No domingo, manifestações eclodiram em todo o Irão após o anúncio de que o Líder Supremo Ali Khamenei foi morto em ataques militares dos EUA e de Israel.
Os acontecimentos aumentaram dramaticamente as tensões no Médio Oriente e desencadearam uma ampla reação pública dentro do Irão.
A televisão estatal iraniana confirmou que Khamenei perdeu a vida durante os ataques dos EUA e de Israel, declarando que o “líder da Revolução Islâmica alcançou o martírio.”
O governo também instituiu um período nacional de luto de 40 dias e um feriado oficial de sete dias.

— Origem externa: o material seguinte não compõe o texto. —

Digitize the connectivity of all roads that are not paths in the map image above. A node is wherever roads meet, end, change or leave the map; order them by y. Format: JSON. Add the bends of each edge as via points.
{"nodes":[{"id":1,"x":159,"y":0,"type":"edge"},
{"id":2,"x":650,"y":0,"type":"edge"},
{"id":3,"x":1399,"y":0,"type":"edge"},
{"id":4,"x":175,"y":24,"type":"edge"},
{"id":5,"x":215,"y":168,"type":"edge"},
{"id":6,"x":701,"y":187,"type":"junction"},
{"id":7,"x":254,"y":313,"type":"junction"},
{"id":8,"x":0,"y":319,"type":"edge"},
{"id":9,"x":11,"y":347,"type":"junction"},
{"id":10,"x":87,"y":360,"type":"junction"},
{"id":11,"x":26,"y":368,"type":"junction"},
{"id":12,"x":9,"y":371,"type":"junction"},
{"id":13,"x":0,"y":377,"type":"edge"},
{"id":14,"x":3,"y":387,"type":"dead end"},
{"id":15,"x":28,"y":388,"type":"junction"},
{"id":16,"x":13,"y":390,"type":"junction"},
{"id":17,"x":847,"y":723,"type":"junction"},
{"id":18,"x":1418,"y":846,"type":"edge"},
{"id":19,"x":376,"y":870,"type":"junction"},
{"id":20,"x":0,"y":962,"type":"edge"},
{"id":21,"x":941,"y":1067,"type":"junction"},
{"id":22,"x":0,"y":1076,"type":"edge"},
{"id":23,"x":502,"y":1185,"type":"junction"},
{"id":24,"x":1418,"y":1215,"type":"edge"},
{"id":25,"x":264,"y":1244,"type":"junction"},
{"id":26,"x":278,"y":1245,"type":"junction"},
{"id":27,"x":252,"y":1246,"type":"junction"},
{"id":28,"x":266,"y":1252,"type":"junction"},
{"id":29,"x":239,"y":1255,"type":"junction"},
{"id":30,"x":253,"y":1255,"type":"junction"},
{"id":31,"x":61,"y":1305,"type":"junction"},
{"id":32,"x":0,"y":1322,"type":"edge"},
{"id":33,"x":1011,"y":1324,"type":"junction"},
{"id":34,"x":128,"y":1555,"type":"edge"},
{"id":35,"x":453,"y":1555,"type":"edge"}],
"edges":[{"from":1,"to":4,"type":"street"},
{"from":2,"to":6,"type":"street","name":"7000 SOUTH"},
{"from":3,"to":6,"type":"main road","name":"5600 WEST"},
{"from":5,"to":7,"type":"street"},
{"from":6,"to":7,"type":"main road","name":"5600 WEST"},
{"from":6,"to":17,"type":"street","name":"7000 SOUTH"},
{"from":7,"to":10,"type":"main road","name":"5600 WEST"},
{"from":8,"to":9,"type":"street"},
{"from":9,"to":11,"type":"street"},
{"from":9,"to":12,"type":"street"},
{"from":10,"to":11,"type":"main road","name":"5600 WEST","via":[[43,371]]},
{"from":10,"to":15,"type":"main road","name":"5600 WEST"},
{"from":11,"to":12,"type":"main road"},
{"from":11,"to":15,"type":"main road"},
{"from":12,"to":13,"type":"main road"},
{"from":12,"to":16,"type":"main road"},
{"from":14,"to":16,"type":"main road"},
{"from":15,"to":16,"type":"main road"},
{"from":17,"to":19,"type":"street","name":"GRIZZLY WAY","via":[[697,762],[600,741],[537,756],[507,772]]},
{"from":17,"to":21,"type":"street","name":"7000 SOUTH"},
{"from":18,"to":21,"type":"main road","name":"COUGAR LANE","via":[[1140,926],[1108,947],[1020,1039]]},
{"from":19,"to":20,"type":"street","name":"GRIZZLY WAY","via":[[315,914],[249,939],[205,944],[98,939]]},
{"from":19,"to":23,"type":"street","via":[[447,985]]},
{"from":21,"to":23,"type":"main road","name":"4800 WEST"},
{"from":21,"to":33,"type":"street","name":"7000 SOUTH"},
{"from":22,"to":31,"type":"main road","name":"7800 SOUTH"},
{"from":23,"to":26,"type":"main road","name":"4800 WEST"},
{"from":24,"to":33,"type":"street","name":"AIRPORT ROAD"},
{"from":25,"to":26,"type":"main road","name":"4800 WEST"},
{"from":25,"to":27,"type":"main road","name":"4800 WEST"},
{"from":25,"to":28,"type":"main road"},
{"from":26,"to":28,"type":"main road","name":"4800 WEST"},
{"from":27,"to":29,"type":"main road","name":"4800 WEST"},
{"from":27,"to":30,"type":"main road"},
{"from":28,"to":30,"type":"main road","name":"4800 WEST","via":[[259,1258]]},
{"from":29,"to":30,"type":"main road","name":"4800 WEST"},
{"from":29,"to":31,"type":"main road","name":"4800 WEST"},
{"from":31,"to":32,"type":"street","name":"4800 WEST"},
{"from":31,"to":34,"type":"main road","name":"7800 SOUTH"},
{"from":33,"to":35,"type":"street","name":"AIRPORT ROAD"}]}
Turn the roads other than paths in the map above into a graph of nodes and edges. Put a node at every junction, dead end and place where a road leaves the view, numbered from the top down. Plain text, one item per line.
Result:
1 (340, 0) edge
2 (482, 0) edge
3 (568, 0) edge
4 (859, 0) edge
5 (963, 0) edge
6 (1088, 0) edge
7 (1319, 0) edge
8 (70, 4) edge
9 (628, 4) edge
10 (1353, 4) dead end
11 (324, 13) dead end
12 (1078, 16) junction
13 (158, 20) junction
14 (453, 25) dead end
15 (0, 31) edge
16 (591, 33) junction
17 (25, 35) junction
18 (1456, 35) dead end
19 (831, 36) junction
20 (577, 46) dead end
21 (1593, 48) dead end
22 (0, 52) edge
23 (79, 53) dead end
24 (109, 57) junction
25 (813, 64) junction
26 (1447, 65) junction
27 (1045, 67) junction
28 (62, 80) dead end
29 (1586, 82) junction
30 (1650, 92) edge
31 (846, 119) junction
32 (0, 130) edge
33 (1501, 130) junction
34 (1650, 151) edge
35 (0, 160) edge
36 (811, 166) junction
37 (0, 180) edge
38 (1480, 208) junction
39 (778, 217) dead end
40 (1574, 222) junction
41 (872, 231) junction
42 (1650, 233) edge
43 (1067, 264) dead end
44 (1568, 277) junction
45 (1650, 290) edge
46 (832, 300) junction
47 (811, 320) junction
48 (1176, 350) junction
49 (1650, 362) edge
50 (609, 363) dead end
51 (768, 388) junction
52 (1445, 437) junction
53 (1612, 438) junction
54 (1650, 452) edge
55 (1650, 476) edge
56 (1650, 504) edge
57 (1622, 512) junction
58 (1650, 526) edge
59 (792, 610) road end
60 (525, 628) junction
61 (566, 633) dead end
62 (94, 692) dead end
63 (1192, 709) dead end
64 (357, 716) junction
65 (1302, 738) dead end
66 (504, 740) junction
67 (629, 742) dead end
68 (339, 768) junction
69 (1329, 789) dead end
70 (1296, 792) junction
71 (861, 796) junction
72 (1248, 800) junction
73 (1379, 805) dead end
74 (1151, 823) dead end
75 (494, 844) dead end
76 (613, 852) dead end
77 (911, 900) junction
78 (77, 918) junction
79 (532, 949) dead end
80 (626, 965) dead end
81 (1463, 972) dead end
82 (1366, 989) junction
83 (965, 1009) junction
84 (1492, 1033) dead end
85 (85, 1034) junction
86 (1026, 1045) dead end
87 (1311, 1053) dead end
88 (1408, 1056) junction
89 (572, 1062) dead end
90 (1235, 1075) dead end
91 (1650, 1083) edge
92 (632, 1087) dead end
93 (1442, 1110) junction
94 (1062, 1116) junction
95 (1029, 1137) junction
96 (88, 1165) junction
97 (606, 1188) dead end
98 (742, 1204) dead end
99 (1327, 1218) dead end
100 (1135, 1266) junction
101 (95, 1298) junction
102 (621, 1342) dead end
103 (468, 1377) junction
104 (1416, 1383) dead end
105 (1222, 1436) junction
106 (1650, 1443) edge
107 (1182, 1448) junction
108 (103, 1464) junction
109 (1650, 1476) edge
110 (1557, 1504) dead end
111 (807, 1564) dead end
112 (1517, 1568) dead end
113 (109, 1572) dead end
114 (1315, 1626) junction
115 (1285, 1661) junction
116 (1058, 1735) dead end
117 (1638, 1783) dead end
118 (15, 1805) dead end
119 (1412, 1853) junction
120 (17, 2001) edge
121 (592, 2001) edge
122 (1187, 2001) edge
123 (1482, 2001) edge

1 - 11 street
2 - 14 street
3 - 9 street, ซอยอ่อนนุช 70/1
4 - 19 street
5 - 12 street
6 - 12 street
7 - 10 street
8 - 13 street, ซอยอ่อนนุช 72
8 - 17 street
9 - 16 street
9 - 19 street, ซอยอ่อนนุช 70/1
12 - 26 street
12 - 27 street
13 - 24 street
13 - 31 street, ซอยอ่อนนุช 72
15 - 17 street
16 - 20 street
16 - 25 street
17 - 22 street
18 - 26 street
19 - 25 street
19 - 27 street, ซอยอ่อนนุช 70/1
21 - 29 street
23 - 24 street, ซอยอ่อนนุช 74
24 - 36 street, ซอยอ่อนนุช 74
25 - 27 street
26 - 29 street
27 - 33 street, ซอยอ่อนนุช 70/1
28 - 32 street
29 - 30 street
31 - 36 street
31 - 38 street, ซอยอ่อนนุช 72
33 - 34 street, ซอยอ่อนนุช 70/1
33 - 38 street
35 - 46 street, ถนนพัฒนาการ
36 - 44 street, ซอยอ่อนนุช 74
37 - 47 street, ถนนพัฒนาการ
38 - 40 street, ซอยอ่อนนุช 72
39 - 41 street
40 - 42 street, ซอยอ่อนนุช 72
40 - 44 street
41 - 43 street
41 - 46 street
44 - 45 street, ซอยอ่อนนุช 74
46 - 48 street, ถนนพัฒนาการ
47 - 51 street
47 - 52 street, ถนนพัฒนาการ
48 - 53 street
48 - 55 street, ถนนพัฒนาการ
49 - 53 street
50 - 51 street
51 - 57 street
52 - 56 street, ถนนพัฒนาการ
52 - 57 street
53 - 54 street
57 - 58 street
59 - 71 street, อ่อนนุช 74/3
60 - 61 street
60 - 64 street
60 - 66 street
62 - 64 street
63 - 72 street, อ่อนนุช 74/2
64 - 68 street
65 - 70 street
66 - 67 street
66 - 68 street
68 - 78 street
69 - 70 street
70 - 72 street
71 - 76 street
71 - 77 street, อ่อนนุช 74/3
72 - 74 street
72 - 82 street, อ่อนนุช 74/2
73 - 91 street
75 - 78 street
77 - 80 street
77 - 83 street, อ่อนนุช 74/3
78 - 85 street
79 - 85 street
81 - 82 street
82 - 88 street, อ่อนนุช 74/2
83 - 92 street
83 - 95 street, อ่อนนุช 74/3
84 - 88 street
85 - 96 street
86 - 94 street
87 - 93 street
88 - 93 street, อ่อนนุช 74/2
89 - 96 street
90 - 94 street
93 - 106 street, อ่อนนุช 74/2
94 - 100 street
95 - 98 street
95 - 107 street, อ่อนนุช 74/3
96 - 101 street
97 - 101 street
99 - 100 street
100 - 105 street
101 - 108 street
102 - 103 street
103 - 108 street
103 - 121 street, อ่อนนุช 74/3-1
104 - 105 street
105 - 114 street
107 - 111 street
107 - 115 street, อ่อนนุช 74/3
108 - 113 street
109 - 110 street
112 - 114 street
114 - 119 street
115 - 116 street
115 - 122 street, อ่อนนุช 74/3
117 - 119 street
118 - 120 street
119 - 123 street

Grandes multidões foram às ruas em cidades de todo o Irão em resposta à notícia da morte de Khamenei.
A imprensa iraniana afirmou que manifestantes com bandeiras iranianas reuniram-se em centros urbanos para expressar o seu luto.
Em Teerão, centenas aglomeraram-se na Praça Inkilap, erguendo bandeiras e cartazes de Khamenei, e gritando slogans que condenavam os EUA e Israel.
Na cidade sagrada de Qom, centenas reuniram-se no santuário de Hazrat Masume para repudiar os ataques.
Em Mashhad, os enlutados realizaram um gesto simbólico de pesar ao cobrir com uma bandeira preta a cúpula do Santuário do Imam Reza, um dos locais religiosos mais reverenciados do Irão, e muitos foram vistos chorando nas proximidades do santuário.
Membros da família de Khamenei mortos
Autoridades reconheceram que o ataque, ocorrido no início do sábado, atingiu Khamenei enquanto ele estava no seu escritório em Teerão.
A imprensa estatal iraniana enfatizou que, ao contrário das alegações de que ele estava escondido no subsolo, ele estava “a desempenhar o seu dever, entre o povo” na ocasião, descrevendo a sua morte como reflexo de seu papel público ao longo da vida.
Fontes iranianas relataram que vários membros da família de Khamenei, incluindo a sua filha, genro, neto e nora, foram mortos nos ataques.
Os ataques resultaram em vítimas civis mais amplas, com o Crescente‑Vermelho do Irão a registar 201 mortos e 747 feridos.